Top of SUPPLIED RECORDS

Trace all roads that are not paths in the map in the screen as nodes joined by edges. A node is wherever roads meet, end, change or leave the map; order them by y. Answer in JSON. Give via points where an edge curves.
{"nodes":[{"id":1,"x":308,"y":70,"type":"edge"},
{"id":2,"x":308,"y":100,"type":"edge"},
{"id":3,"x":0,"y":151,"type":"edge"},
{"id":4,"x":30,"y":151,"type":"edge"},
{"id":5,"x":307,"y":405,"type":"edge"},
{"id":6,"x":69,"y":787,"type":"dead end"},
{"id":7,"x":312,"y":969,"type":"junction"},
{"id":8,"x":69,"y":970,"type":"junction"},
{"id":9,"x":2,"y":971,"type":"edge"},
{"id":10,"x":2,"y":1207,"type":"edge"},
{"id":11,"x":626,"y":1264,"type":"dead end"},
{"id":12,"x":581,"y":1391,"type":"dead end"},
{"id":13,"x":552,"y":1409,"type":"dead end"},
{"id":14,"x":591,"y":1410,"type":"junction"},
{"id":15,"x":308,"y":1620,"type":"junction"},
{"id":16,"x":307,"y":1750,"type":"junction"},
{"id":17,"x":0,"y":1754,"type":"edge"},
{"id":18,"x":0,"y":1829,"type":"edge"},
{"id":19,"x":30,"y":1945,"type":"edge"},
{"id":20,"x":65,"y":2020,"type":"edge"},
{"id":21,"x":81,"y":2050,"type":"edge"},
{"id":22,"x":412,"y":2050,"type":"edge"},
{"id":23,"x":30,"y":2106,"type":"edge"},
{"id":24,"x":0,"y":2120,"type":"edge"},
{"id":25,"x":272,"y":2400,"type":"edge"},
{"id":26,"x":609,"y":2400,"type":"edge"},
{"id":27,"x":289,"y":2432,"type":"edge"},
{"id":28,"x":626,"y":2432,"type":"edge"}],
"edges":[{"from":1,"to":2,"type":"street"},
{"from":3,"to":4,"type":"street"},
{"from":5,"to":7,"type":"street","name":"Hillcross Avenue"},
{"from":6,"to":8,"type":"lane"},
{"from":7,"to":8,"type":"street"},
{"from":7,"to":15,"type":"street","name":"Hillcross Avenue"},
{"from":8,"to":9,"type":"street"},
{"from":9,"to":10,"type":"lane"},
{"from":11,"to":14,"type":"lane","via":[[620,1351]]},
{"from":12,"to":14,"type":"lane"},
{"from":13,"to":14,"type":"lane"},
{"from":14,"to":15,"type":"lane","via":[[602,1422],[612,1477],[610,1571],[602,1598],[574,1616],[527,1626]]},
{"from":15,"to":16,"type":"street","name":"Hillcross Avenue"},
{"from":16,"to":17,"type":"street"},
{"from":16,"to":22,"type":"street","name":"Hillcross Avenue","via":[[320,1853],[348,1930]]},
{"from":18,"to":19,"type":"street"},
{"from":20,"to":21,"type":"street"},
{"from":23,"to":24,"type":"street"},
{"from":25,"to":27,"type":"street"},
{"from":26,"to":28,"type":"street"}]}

Bottom of SUPPLIED RECORDS

→ **REQUIRED WORK**
Please retype all of the records above exactly as they are.

→ **RESULT OF THIS EXERCISE**
Trace all roads that are not paths in the map in the screen as nodes joined by edges. A node is wherever roads meet, end, change or leave the map; order them by y. Answer in JSON. Give via points where an edge curves.
{"nodes":[{"id":1,"x":308,"y":70,"type":"edge"},
{"id":2,"x":308,"y":100,"type":"edge"},
{"id":3,"x":0,"y":151,"type":"edge"},
{"id":4,"x":30,"y":151,"type":"edge"},
{"id":5,"x":307,"y":405,"type":"edge"},
{"id":6,"x":69,"y":787,"type":"dead end"},
{"id":7,"x":312,"y":969,"type":"junction"},
{"id":8,"x":69,"y":970,"type":"junction"},
{"id":9,"x":2,"y":971,"type":"edge"},
{"id":10,"x":2,"y":1207,"type":"edge"},
{"id":11,"x":626,"y":1264,"type":"dead end"},
{"id":12,"x":581,"y":1391,"type":"dead end"},
{"id":13,"x":552,"y":1409,"type":"dead end"},
{"id":14,"x":591,"y":1410,"type":"junction"},
{"id":15,"x":308,"y":1620,"type":"junction"},
{"id":16,"x":307,"y":1750,"type":"junction"},
{"id":17,"x":0,"y":1754,"type":"edge"},
{"id":18,"x":0,"y":1829,"type":"edge"},
{"id":19,"x":30,"y":1945,"type":"edge"},
{"id":20,"x":65,"y":2020,"type":"edge"},
{"id":21,"x":81,"y":2050,"type":"edge"},
{"id":22,"x":412,"y":2050,"type":"edge"},
{"id":23,"x":30,"y":2106,"type":"edge"},
{"id":24,"x":0,"y":2120,"type":"edge"},
{"id":25,"x":272,"y":2400,"type":"edge"},
{"id":26,"x":609,"y":2400,"type":"edge"},
{"id":27,"x":289,"y":2432,"type":"edge"},
{"id":28,"x":626,"y":2432,"type":"edge"}],
"edges":[{"from":1,"to":2,"type":"street"},
{"from":3,"to":4,"type":"street"},
{"from":5,"to":7,"type":"street","name":"Hillcross Avenue"},
{"from":6,"to":8,"type":"lane"},
{"from":7,"to":8,"type":"street"},
{"from":7,"to":15,"type":"street","name":"Hillcross Avenue"},
{"from":8,"to":9,"type":"street"},
{"from":9,"to":10,"type":"lane"},
{"from":11,"to":14,"type":"lane","via":[[620,1351]]},
{"from":12,"to":14,"type":"lane"},
{"from":13,"to":14,"type":"lane"},
{"from":14,"to":15,"type":"lane","via":[[602,1422],[612,1477],[610,1571],[602,1598],[574,1616],[527,1626]]},
{"from":15,"to":16,"type":"street","name":"Hillcross Avenue"},
{"from":16,"to":17,"type":"street"},
{"from":16,"to":22,"type":"street","name":"Hillcross Avenue","via":[[320,1853],[348,1930]]},
{"from":18,"to":19,"type":"street"},
{"from":20,"to":21,"type":"street"},
{"from":23,"to":24,"type":"street"},
{"from":25,"to":27,"type":"street"},
{"from":26,"to":28,"type":"street"}]}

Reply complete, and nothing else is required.